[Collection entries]
===
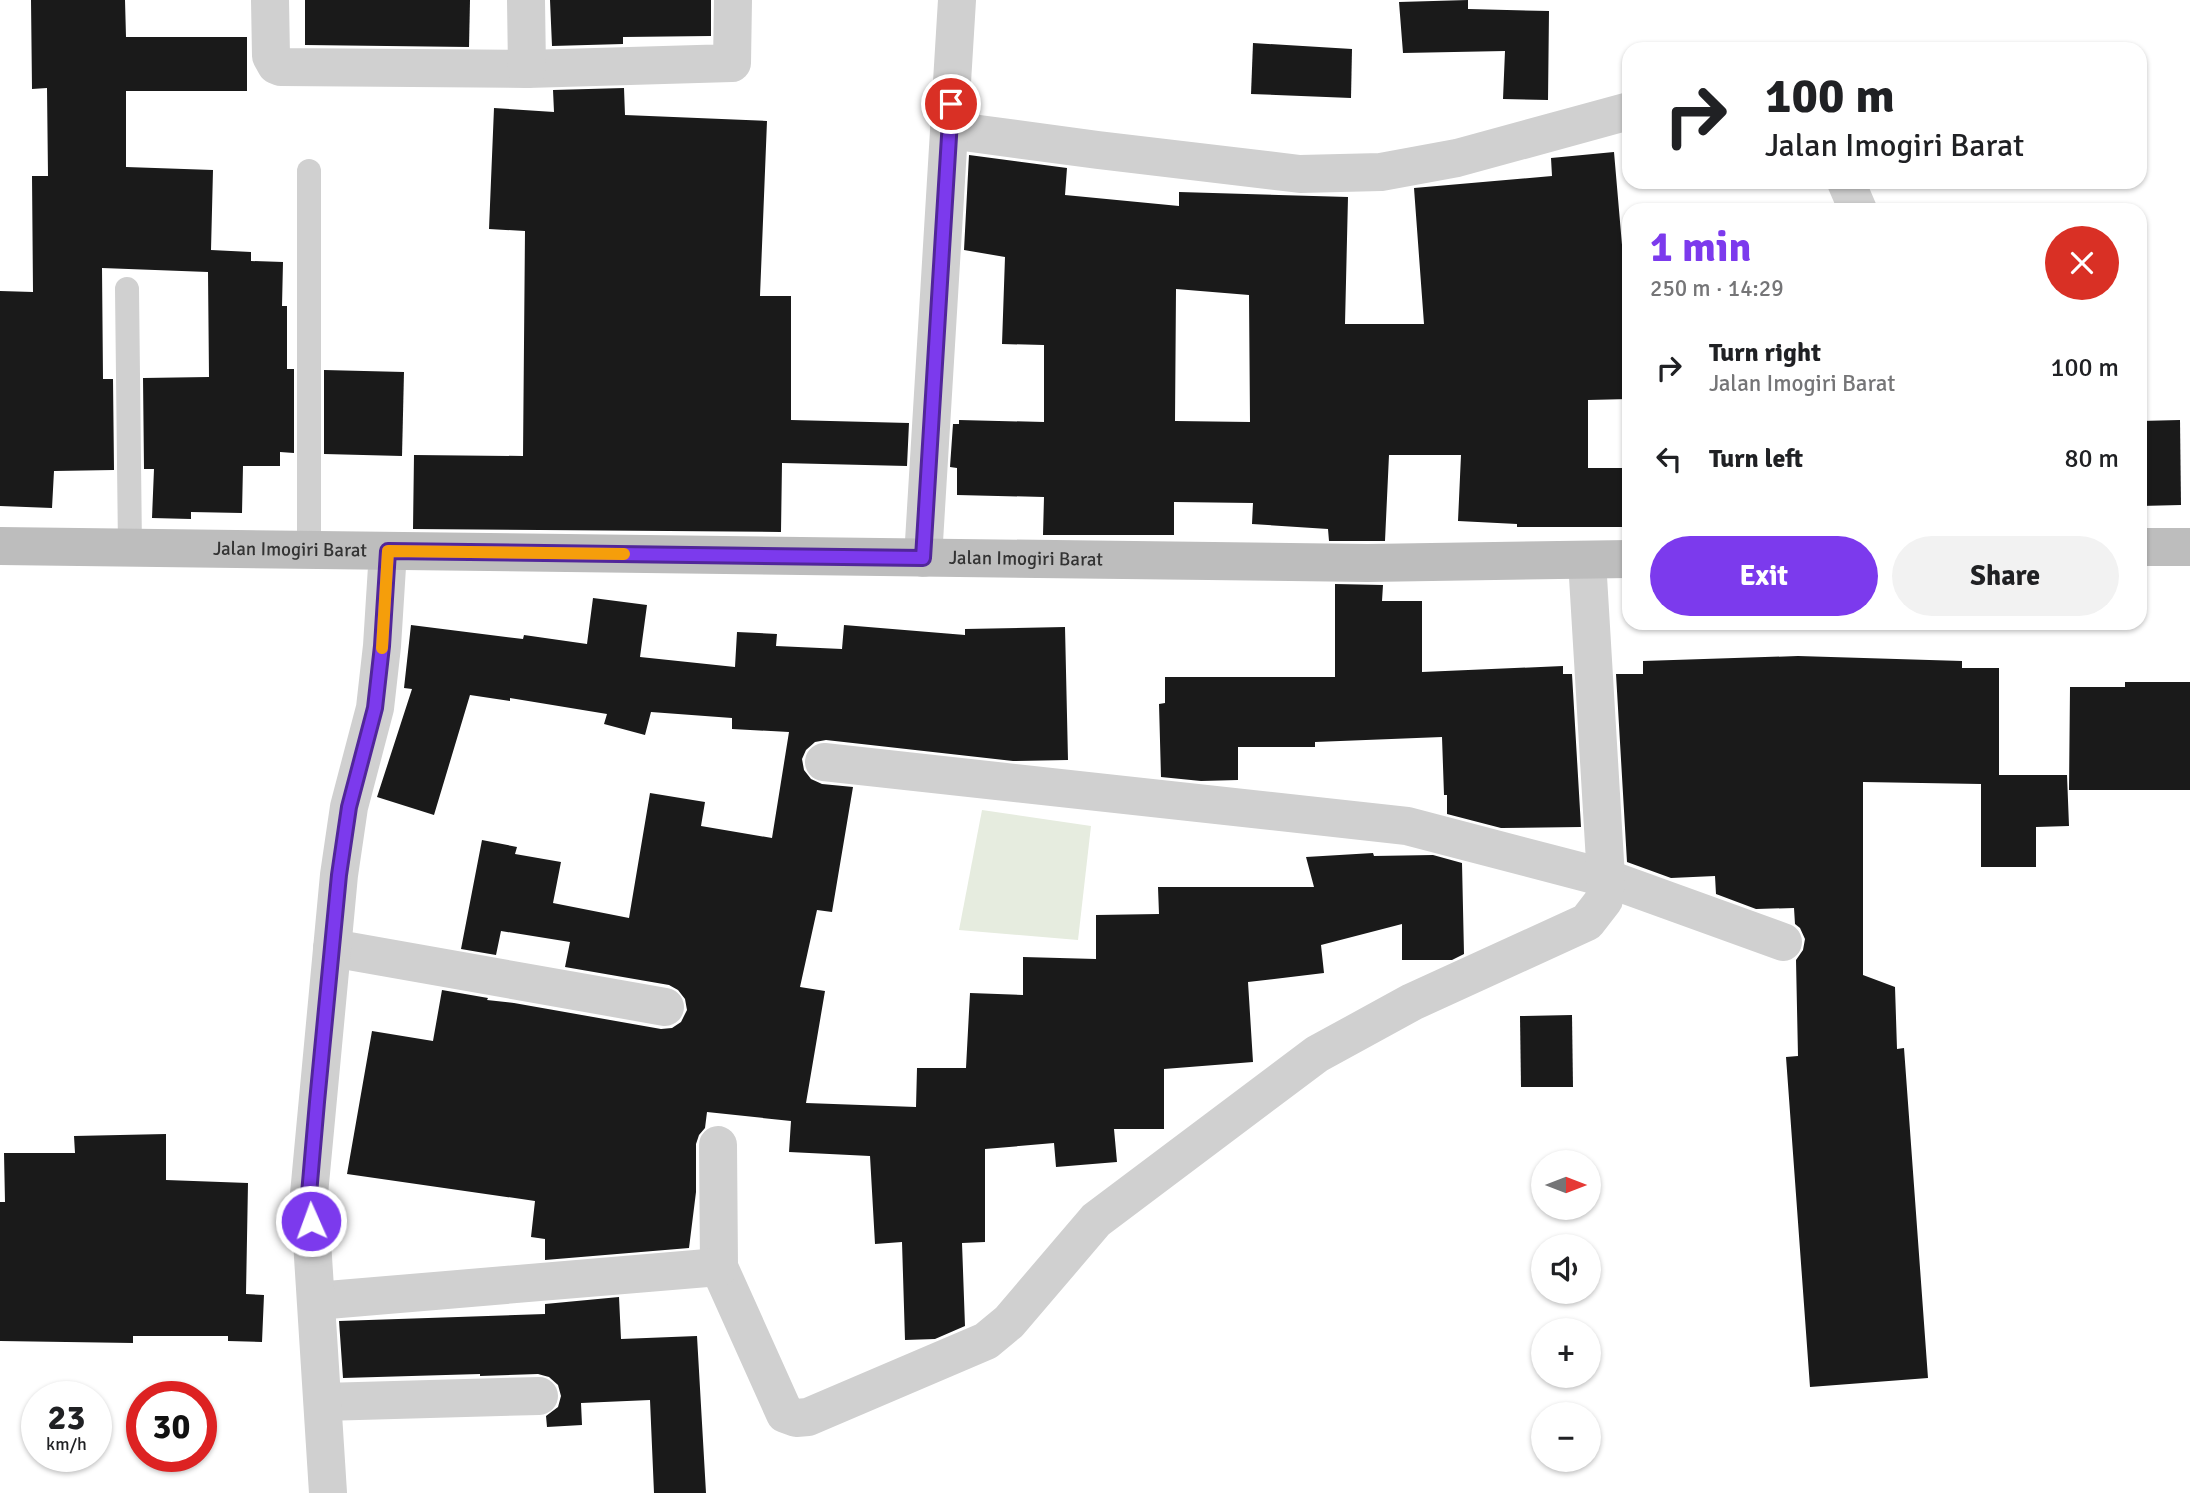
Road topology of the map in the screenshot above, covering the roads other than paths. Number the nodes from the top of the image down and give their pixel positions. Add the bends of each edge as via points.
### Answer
1 (270, 0) edge
2 (526, 0) edge
3 (733, 0) edge
4 (957, 0) edge
5 (527, 69) junction
6 (1622, 113) edge
7 (949, 130) junction
8 (309, 171) dead end
9 (127, 289) dead end
10 (0, 546) edge
11 (2147, 547) edge
12 (2190, 547) edge
13 (130, 548) junction
14 (309, 550) junction
15 (388, 551) junction
16 (923, 558) junction
17 (1622, 559) edge
18 (1587, 560) junction
19 (824, 762) dead end
20 (1606, 878) junction
21 (1783, 942) dead end
22 (331, 948) junction
23 (665, 1007) dead end
24 (719, 1145) dead end
25 (719, 1267) junction
26 (316, 1301) junction
27 (539, 1396) dead end
28 (323, 1402) junction
29 (328, 1493) edge

1 - 5 street via 275,65
2 - 5 street
3 - 5 street via 732,63
4 - 7 street
6 - 7 street via 1457,158 1381,172 1300,174
7 - 16 street
8 - 14 lane
9 - 13 lane
10 - 13 main road, Jalan Imogiri Barat
11 - 12 main road
13 - 14 main road, Jalan Imogiri Barat
14 - 15 main road, Jalan Imogiri Barat
15 - 16 main road, Jalan Imogiri Barat
15 - 22 street via 375,708 349,807
16 - 18 main road, Jalan Imogiri Barat via 1368,563
17 - 18 main road, Jalan Imogiri Barat
18 - 20 street
19 - 20 street via 1394,825
20 - 21 street
20 - 25 street via 1604,900 1587,922 1412,1002 1317,1054 1096,1220 1009,1322 986,1341 808,1417 796,1418 785,1414
22 - 23 street
22 - 26 street via 309,1194
24 - 25 street
25 - 26 street
26 - 28 street
27 - 28 street
28 - 29 street

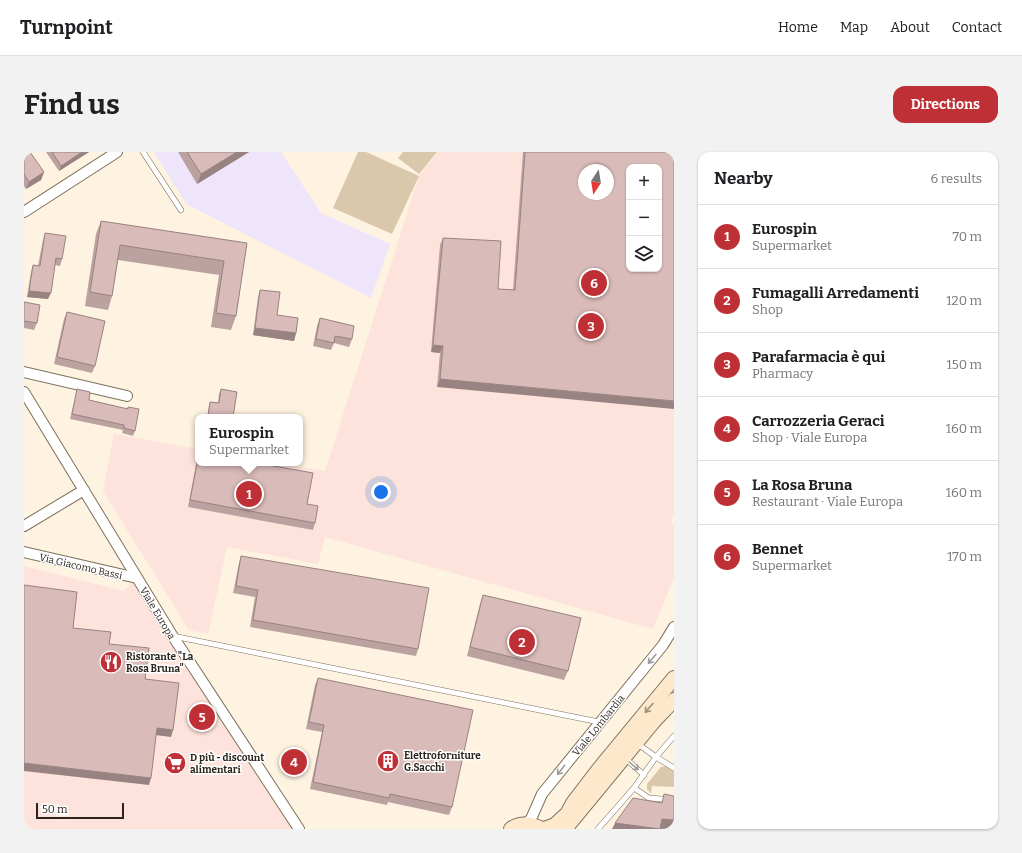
===
▶ [WHAT YOU NEED TO DO]:
All lines above that hold the string "edge" should be copied.

▶ [WORKED SOLUTION]:
Road topology of the map in the screenshot above, covering the roads other than paths. Number the nodes from the top of the image down and give their pixel positions. Add the bends of each edge as via points.
1 (270, 0) edge
2 (526, 0) edge
3 (733, 0) edge
4 (957, 0) edge
6 (1622, 113) edge
10 (0, 546) edge
11 (2147, 547) edge
12 (2190, 547) edge
17 (1622, 559) edge
29 (328, 1493) edge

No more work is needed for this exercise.